Neil deGrasse Tyson is again.
In 2024 we chatted with the gracious celeb astrophysicist, lecturer, podcaster, and bestselling creator concerning “Merlin’s Tour of the Universe,” a revised and up to date version of Tyson’s very first e-book that was revealed in 1989 as a group of Q&A items initially showing as an amusing column in The McDonald Observatory’s StarDate Journal.
The fictional timeless sorcerer named “Merlin of Omniscia” from the Andromeda galaxy is back to answer a new round of questions in a new companion volume titled “Just Visiting This Planet: Further Scientific Adventures of Merlin From Omniscia” arrives Oct. 21, 2025.
“The takeaway right here is that this was the daybreak of my scientific and academic profession,” Tyson explains to Area.com. “So it was the proving floor for a way I’d in the end be bringing science to the general public. The strategies, instruments, and techniques and the persona that I imbued in Merlin had been parts that persist inside me to this right this moment. In that sense, it was vital in my life, even when to the reader it is only a assortment of cute questions and solutions.”
This new mind-expanding 350-page hardback has additionally been given a refreshed twenty first century makeover because it was supplied in 1998, and incorporates a treasure of witty responses to questions posed by most people on subjects reminiscent of planets, stars, comets, black holes, moons, galaxies and even superheroes.
“However for those who learn them, you will see they’re doing issues {that a} typical reply would not do,” he provides. “As we speak, for those who simply sort a query into ChatGPT it comes again and it is type of vacuous, it is obtained no soul, no persona. It is obtained nothing to tug you again in. And Merlin, with the quirky persona, is meant to be a car to empower folks to benefit from the studying, slightly than simply take it as if it’s important to take medication.”

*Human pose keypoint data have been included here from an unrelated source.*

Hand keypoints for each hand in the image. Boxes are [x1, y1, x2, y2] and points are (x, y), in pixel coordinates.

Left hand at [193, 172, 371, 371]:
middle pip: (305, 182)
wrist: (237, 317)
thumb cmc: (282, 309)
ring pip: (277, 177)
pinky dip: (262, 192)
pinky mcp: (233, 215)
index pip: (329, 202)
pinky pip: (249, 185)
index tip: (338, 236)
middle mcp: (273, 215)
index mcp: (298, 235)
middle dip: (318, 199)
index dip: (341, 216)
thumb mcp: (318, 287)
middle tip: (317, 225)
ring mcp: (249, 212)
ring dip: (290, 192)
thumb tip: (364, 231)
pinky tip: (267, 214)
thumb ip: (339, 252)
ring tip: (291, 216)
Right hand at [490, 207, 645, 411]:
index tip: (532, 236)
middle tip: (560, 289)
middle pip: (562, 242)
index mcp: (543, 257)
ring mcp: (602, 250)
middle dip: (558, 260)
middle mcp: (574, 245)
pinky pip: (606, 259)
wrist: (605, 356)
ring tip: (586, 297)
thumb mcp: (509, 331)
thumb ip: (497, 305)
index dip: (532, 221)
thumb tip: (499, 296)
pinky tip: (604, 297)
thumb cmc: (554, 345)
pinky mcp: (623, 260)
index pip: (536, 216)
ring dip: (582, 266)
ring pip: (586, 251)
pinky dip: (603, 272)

With widespread layoffs and diminished funding currently sweeping the scientific community in nearly every field, “Just Visiting This Planet” and its focus on curiosity and discovery is even more relevant to remind fellow Earthlings of the absolute necessity of science to help advance our species.
“If you give up on science and the moving frontier represented in so many of the places where budgets have been cut, that comes with consequences,” Tyson notes. “People vote into office who they want, and I’m not going to get in the way of that. If the democracy you want is one that is cutting science programs, that will ultimately bite you in the ass.
“Because it’s the science that’s foundational to the innovations that many of us have taken for granted, that comes out of American industries. American industry relies on the foundational science that’s behind it, underneath it, and is supporting it. And you don’t see that because it’s done in labs in universities and it’s done by people who don’t necessarily have YouTube channels.
“This is hardworking researchers exploring the limits of our understanding of their field, and it’s government funded. If the government doesn’t fund it, nobody is going to fund it, because there is no return on the annual report. The research is too far removed from even the R&D that would be conducted by a corporation. Once it’s published and people see it and they figure it out they say, ‘Oh my gosh, that’s a new understanding of how nature works.’
“Then you have clever engineers coming afterwards saying that they can turn that into a product or make that commercial. That happens way down the line. What it also means is that you’re not in a position to pass judgment on a research project just because the title feels a little remote to you.”
“The fact that we have government officials poring over research paper titles and lording their decision on whether it’s frivolous or not because they can’t imagine how it’s relevant, that will have consequences, as we recede on the frontier of science research and we watch other countries who have re-doubled the role of science in their lives. China especially. We will sink lower before we rise up again and realize the folly of those decisions. Anything that gets people excited about science, that only pays dividends in the future.”
For this revised and updated version of “Just Visiting This Planet,” Tyson carefully curated the questions for a more modern readership used to extracting explanations via the internet.
“So this is 200 more questions drawn from over a thousand. Some questions I removed since you can just Google them now like, ‘How hot is the sun?’, that sort of thing. Then I added other questions that had a little more personality to them. Someone asks, ‘What happens if aliens came and blew up the moon?’ That’s kind of fun. So we can do that in ways that are more fun than ChatGPT will, I assure you. There are many more ‘If, Then’ questions in this book. Plus, my brother, who’s an artist, illustrated it. I’m delighted to declare that fact about it.”
And since this is Halloween season, we’d be remiss if we didn’t ask Tyson about growing up in New York City trick-or-treating in a huge apartment building where he and his friends would score multiple grocery bags of sugared loot. What were his favorite fun-sized candy bars? Milky Way and Mars of course!
“Just Visiting This Planet: Further Scientific Adventures of Merlin From Omniscia” drops into bookstores from Blackstone Publishing on Oct. 21, 2025.